Greg proposes that we connect the capax dei — a naturally-instilled capacity for God — not only in conscience but also in institutions. His reasoning is that “God is a God of action and not just of knowledge and contemplation”, and to place the capax dei solely in the conscience would imply that we act on our religious beliefs only in contemplation. Thus, we must locate the capax dei also in institutions.
As I mentioned in an earlier post, though, the conscience relies, in part, and both knowingly and not, on institutions for its formation…To deny religion its role would be grossly unfair, favoring secular institutions’ influence in forming the conscience. In other words, institutions do form the conscience, so to discriminate against religious institutions’ attempts to form the conscience — which generally includes some sort of institutional authority claims over its adherents, even if only in the educative sense — would actually be to favor secular institutions (education, media, etc.).
Greg is summing up my above position as “conscience requires institutions to form it,” which isn’t entirely what I mean but I take the point. (I would say that institutions necessarily do form consciences — goodness, take education as an institution and we’re already there, but there are plenty of media, cultural, social and religious institutions to point to that influence the conscience, both obviously and subtly.) He sees this position as inadequate for providing the intellectual architecture mentioned above, and suggests instead that if we “articulate how institutions are connected to the capax dei without having to run that connection through the conscience,” we will be better off for it.
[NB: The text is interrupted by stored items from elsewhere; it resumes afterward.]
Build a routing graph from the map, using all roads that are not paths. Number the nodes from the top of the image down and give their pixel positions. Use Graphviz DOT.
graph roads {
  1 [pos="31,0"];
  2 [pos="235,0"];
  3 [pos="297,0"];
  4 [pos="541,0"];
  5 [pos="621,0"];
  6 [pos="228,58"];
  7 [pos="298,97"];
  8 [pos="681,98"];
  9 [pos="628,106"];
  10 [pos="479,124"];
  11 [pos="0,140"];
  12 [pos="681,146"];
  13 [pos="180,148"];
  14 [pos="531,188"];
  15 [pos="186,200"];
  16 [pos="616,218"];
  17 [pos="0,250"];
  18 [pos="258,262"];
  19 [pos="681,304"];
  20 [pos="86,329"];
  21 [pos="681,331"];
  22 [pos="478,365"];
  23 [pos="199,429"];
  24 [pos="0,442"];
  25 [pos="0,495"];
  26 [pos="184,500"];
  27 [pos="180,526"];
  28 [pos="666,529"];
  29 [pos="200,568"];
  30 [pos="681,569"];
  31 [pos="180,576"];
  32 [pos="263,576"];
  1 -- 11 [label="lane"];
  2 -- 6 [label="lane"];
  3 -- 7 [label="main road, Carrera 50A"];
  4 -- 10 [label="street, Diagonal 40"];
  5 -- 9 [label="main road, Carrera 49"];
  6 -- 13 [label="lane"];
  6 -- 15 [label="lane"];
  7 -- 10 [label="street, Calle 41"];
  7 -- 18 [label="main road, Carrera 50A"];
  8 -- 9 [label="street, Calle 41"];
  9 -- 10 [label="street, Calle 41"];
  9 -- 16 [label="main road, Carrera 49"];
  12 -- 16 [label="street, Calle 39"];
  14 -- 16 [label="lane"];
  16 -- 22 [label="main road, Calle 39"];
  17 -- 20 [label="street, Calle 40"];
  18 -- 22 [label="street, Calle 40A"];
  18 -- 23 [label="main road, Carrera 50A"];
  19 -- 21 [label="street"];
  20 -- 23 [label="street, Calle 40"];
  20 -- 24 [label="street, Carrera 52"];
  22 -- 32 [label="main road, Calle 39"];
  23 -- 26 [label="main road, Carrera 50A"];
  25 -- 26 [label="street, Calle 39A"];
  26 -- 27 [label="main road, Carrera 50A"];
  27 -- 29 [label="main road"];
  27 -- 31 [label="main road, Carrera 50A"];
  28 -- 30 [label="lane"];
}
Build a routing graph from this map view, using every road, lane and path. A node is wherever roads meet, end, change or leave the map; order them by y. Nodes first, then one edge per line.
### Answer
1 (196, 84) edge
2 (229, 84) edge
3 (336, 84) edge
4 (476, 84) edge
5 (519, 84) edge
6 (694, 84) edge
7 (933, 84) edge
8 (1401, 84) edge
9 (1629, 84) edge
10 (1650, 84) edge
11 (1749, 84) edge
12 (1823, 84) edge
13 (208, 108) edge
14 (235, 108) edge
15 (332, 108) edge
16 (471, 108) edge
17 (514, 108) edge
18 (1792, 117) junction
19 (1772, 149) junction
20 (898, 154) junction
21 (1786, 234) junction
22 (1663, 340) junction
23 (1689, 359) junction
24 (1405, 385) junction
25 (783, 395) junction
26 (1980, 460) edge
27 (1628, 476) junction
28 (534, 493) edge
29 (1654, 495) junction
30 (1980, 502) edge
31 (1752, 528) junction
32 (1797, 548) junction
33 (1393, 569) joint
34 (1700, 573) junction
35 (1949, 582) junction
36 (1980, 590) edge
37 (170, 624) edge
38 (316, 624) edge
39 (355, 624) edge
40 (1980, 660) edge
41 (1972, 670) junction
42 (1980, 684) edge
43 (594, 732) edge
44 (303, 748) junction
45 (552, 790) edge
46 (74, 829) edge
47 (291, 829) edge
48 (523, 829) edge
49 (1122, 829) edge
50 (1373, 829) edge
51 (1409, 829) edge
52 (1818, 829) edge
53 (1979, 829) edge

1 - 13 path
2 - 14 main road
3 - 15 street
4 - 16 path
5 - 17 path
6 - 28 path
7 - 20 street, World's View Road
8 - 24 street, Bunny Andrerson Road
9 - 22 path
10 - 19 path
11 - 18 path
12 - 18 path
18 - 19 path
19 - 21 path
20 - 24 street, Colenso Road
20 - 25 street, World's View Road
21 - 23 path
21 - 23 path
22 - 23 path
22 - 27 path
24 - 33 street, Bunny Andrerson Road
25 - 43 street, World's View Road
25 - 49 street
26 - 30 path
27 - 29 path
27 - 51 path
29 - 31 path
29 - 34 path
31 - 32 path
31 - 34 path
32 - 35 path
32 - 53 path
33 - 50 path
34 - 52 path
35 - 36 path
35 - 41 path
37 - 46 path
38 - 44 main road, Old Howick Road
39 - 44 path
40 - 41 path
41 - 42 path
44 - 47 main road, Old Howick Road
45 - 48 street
Thus far, Greg’s actual words. Now, a reading into those words:
I think that Greg is resisting my situating the capax dei in the conscience alone because he think that if we can connect institutions — educational, artistic, professional, et al, — directly to God (n.b.: not to the capacity for God), we will be better off. In other words, if we can have at our disposal a defense of the work for its own sake, because it is part of the creative work that God entrusts to human beings, we will have a much richer defense against centralized edicts (actual or by funding restrictions) declaring what education, art, science, et al. ought to look like. If, on the other hand, we can only defend work and institutions against government encroachment by finding a way in which that encroachment violates consciences, we have very few resources to draw upon.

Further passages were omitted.